Varāhamihira credits renowned Rishi-s for their significant contributions to predicting rainfall. Their insightful views on the long-range prediction of rainfall are extensively discussed in eight chapters of Varāhamihira’s Brihat Saṃhitā.²

A careful reading of these chapters reveals a remarkable depth of detail, including predictions about the timing, duration, location, extent, quantity, and quality of rainfall, all of which can be detected as early as six months prior to the onset of rains.

Interestingly, the Brihat Saṃhitā describes a concept of pregnancy that yields rainfall in six and a half months, or precisely, on the 195^th day. In contrast, the Garbhottam method used in Tamil lands refers to a pregnancy duration coinciding with the Sun’s transit in a specific star, providing valuable insights into the rainfall scenario for the entire season, covering both the Southwest and the Northeast monsoon periods.

Thus, two distinct concepts emerge: one yielding rainfall on the 195^th day, and another spanning a longer duration of six months. It is likely that Rama’s observations, as mentioned earlier, are based on the second concept. This study provides an in-depth explanation of both concepts, offering a comprehensive understanding of traditional Indian methods for predicting rainfall.

Data sources

According to Varāhamihira, the Vedic sages Garga, Parāśara, Kaśyapa, and Vatsa contributed significantly to the literature on Garbhottam and other rainfall prediction methods.

Key texts for reference

Brihat Saṃhitā² (Chapters 21-28)

Praśna Mārga ³ (Chapter 25)

Prerequisites for Garbhottam observation

To practice Garbhottam, one requires:

Ø  Knowledge of the Solar and Lunar months, dates (tithi), and 27 stars of Vedic astrology.

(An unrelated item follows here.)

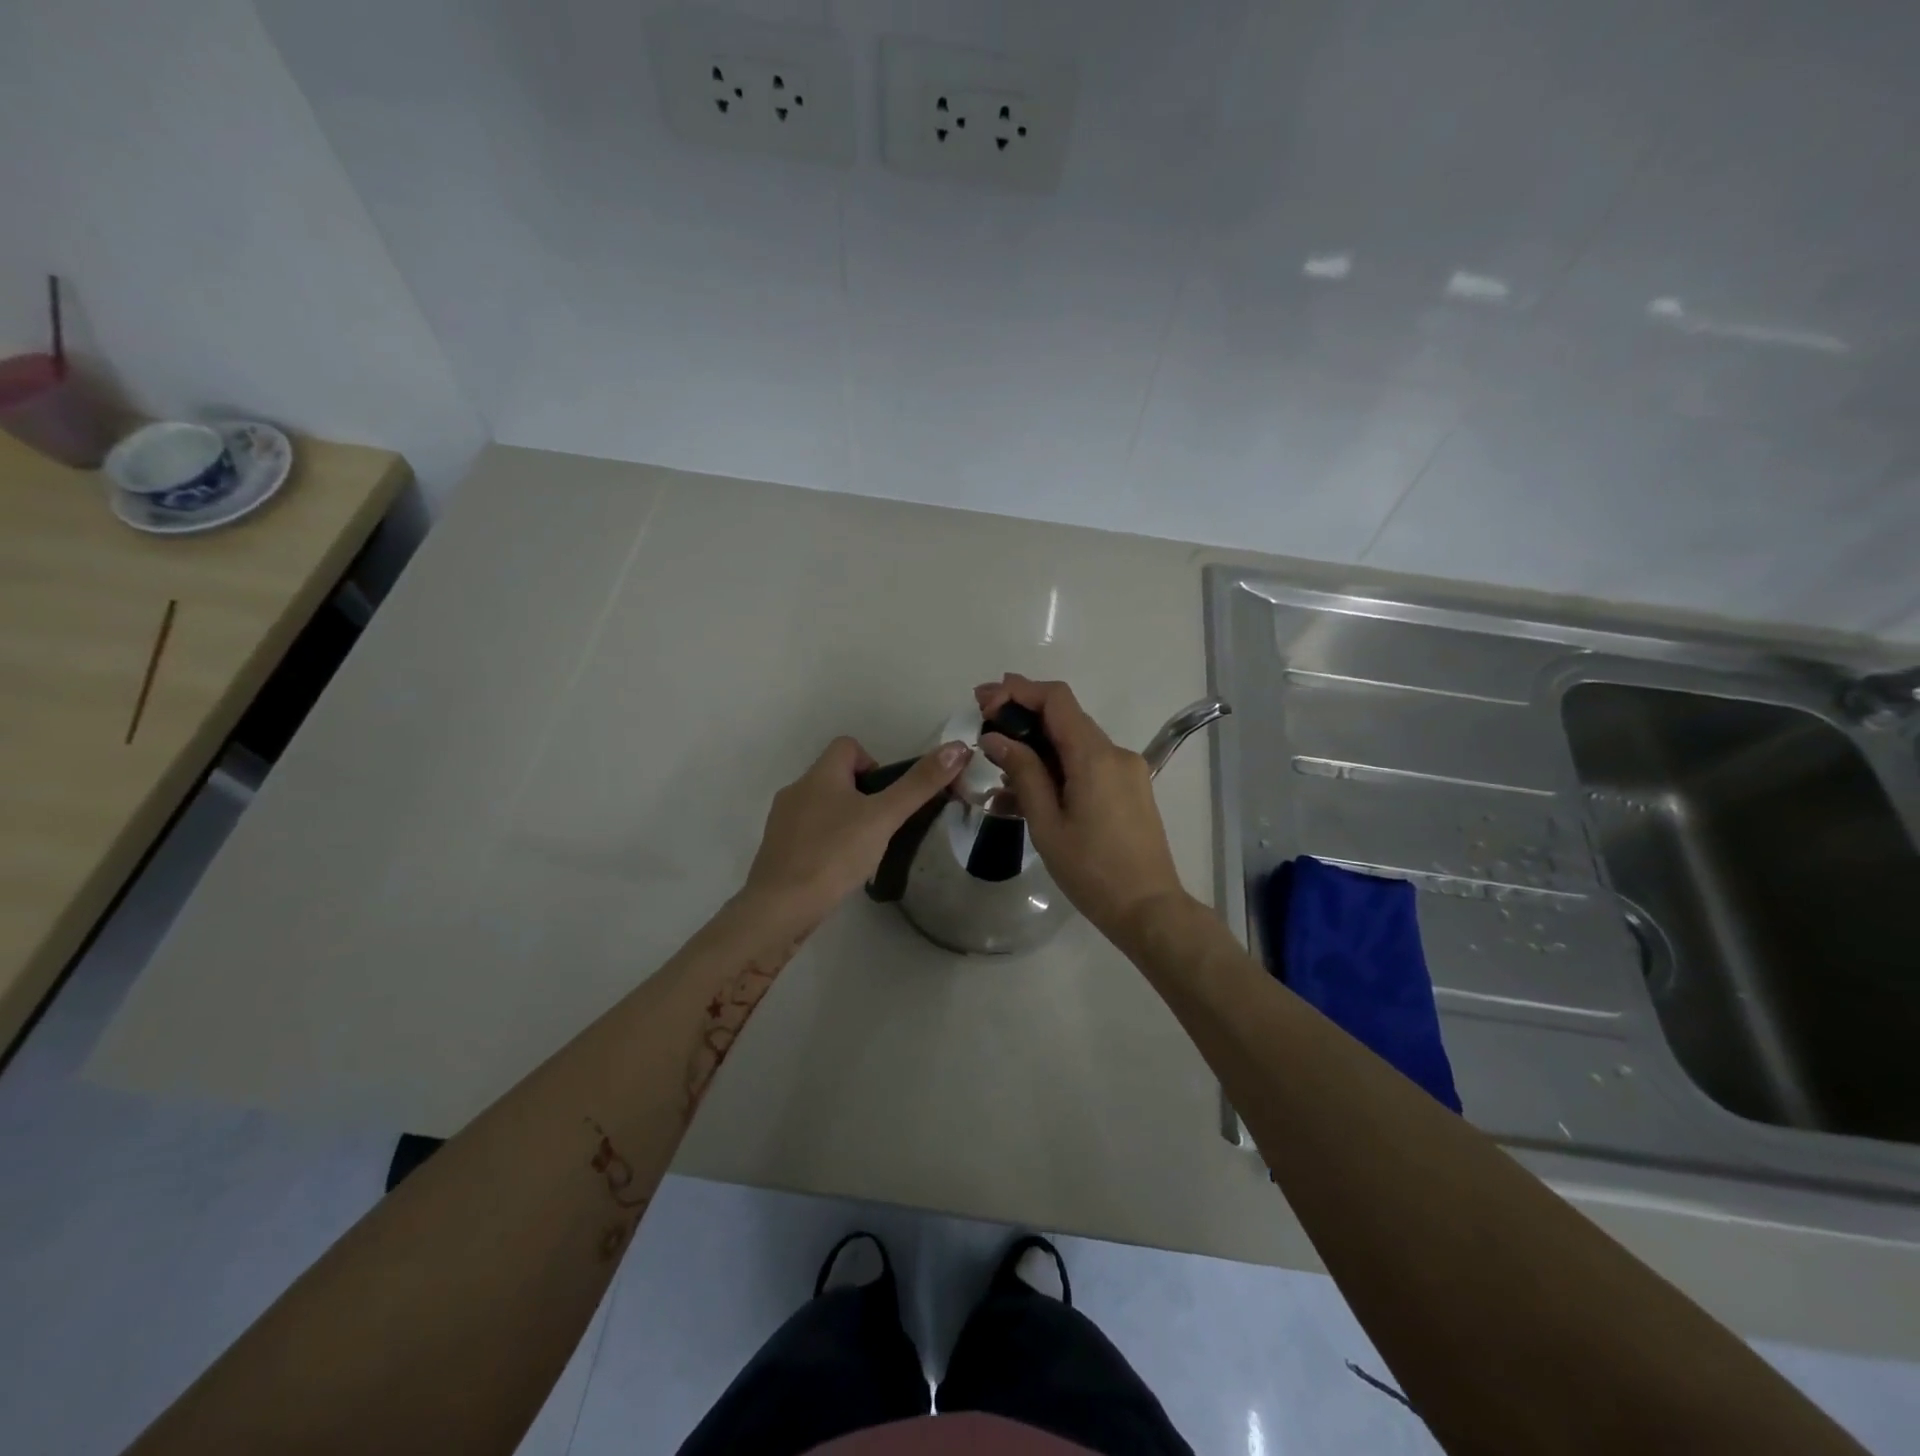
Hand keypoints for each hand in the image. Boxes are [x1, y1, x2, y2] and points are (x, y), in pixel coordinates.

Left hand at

Ø  Astrology software or an almanac to track the transit of the Sun and the Moon through stars.

Ø  Round-the-clock observation of the sky with the naked eye or regular interval observations.

Commencement of observation

The information presented in the Brihat Saṃhitā (Chapters 21-28) and Praśna Mārga (Chapter 25) has been compiled and synthesized to provide a thorough and integrated understanding of the Garbhottam concept.

There are three dates mentioned for beginning Garbhottam observation:

Ø  Siddhasena school: The first day of the bright half of the lunar month of Kārttika (October-November). This day is Śukla Pratipat in Kārttika, which coincides with the complete withdrawal of the Southwest Monsoon in North India and the ongoing Northeast Monsoon in South India.

Ø  Sage Garga: The day the Moon transits Pūrvāśādha in the bright half of Mārgashira (November-December). This is Śukla Pratipat of Mārgashira, which coincides with the complete withdrawal of the Northeast Monsoon in South India.

Ø  The day the Sun enters the star Pūrvaśādha.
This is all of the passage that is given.